For an excellent reflection on the history of that poem and the unique way that poem has entered American culture and how it became to be so well loved I can only deeply commend the book "The Road Not Taken: Finding America in the Poem Everyone Loves..." by the excellent poetry critic and writer David Orr.
But there is more to Robert Frost than his one big hit and his other ones that landed like "Nothing Gold Can Stay" or "Birches" or "Stopping By Woods on a Snowy Evening," all good poems. So many skillful and wonderful poems with joyfully confounding questions and artisanal crafting of phrases can be found in the backpages of Frost.
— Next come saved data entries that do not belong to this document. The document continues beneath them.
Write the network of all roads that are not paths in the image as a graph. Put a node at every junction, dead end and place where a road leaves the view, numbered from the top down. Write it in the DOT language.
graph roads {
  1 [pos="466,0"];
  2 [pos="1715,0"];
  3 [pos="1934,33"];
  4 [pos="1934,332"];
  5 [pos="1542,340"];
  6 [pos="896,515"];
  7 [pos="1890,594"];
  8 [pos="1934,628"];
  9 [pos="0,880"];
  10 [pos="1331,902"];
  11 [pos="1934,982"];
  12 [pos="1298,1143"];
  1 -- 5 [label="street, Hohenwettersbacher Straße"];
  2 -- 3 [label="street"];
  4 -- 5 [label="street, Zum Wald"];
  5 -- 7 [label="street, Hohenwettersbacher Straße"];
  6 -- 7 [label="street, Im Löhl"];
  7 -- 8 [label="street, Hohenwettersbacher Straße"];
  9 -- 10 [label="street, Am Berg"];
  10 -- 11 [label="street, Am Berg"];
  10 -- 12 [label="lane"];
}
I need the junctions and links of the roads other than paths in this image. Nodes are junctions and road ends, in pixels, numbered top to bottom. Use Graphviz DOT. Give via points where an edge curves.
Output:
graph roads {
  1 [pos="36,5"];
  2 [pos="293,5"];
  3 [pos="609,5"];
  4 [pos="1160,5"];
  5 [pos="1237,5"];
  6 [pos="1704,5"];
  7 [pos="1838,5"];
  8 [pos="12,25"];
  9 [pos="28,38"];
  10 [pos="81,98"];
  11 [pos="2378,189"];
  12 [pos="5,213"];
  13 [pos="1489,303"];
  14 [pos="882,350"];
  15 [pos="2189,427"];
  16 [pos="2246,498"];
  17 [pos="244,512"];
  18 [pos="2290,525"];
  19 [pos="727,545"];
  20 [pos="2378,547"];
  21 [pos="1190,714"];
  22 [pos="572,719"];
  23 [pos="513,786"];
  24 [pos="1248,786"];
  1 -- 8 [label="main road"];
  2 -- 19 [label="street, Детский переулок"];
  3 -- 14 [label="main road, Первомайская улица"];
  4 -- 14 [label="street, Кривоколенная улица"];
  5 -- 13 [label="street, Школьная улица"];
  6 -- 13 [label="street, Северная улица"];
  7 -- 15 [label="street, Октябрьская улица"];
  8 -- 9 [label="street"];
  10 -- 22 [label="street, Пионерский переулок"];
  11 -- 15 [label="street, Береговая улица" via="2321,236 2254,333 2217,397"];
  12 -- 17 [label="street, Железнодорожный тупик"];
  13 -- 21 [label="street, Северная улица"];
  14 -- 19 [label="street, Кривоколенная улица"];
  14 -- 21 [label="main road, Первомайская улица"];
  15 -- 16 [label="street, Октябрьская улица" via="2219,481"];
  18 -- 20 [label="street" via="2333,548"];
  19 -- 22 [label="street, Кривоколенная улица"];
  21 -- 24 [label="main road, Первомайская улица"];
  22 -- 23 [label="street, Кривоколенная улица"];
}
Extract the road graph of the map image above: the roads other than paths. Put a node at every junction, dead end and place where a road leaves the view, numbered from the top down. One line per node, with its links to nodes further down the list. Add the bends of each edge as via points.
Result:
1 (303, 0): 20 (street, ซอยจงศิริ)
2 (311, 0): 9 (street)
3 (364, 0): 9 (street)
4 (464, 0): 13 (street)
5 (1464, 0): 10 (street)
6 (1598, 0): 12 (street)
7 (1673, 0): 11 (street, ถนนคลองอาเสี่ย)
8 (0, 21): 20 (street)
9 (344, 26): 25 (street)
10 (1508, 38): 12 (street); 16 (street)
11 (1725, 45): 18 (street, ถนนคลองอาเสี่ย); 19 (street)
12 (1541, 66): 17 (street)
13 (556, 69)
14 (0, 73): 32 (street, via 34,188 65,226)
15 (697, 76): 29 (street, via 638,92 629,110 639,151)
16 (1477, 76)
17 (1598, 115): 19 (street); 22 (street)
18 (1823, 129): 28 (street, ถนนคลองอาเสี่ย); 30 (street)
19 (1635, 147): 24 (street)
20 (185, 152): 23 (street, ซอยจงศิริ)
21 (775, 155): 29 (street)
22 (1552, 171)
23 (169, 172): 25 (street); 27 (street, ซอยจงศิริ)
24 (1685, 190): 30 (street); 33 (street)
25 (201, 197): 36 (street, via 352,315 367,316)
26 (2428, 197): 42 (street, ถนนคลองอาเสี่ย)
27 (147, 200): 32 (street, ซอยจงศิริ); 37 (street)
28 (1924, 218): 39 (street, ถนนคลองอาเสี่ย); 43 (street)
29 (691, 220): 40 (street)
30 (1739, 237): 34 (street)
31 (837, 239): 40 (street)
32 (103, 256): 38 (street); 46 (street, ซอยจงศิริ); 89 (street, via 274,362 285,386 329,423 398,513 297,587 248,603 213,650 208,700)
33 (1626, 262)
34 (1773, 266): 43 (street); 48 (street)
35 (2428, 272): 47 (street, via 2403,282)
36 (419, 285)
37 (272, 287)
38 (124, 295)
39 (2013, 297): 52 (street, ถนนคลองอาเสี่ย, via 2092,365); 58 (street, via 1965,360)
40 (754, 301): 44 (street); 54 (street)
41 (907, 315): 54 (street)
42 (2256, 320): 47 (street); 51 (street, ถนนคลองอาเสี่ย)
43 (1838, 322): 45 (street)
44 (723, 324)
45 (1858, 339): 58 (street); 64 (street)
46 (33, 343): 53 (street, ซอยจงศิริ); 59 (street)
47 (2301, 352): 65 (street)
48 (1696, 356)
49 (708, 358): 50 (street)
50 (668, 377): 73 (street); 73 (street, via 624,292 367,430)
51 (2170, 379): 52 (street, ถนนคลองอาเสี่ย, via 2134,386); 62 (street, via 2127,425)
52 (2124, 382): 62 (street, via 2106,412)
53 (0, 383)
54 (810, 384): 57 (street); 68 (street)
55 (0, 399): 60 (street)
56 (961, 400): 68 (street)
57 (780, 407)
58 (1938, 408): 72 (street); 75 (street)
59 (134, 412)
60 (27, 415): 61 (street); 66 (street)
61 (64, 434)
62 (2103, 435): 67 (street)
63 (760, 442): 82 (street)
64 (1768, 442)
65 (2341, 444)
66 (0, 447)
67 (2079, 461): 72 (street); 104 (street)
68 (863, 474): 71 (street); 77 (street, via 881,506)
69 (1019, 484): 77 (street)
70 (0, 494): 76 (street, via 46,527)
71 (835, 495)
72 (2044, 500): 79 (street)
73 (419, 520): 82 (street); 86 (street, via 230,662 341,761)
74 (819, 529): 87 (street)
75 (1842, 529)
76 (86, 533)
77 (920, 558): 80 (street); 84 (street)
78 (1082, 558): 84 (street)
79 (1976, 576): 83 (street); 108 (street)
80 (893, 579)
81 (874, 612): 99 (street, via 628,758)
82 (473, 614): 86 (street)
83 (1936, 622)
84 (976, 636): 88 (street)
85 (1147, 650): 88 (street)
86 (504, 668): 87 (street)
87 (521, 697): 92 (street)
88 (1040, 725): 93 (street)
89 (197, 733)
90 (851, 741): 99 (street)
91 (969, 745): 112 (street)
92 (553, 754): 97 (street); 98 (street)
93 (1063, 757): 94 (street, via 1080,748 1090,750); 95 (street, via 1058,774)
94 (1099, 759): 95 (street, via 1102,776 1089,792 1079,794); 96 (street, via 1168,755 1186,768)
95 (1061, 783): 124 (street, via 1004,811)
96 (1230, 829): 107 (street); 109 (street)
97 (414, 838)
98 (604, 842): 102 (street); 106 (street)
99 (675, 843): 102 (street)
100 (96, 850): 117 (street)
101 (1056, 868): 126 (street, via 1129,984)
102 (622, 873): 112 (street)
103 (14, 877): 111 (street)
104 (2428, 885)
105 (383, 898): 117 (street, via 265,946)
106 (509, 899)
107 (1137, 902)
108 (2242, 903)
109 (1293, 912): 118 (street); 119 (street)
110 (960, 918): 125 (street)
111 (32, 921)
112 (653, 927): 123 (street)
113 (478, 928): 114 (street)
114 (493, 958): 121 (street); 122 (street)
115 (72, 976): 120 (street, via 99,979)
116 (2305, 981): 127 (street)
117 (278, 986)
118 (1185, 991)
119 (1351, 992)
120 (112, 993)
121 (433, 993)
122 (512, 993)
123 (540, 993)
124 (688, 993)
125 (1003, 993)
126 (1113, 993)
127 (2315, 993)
And recently I was reminded of one of these lesser stars by a poetry critic I have come to admire - John Skoyles.
So here is the poem...take a read and speak it out loud if you can manage!
"After Apple Picking" by Robert Frost
My long two-pointed ladder's sticking through a tree
Toward heaven still,
And there's a barrel that I didn't fill
Beside it, and there may be two or three
Apples I didn't pick upon some bough.
But I am done with apple-picking now.
Essence of winter sleep is on the night,
The scent of apples: I am drowsing off.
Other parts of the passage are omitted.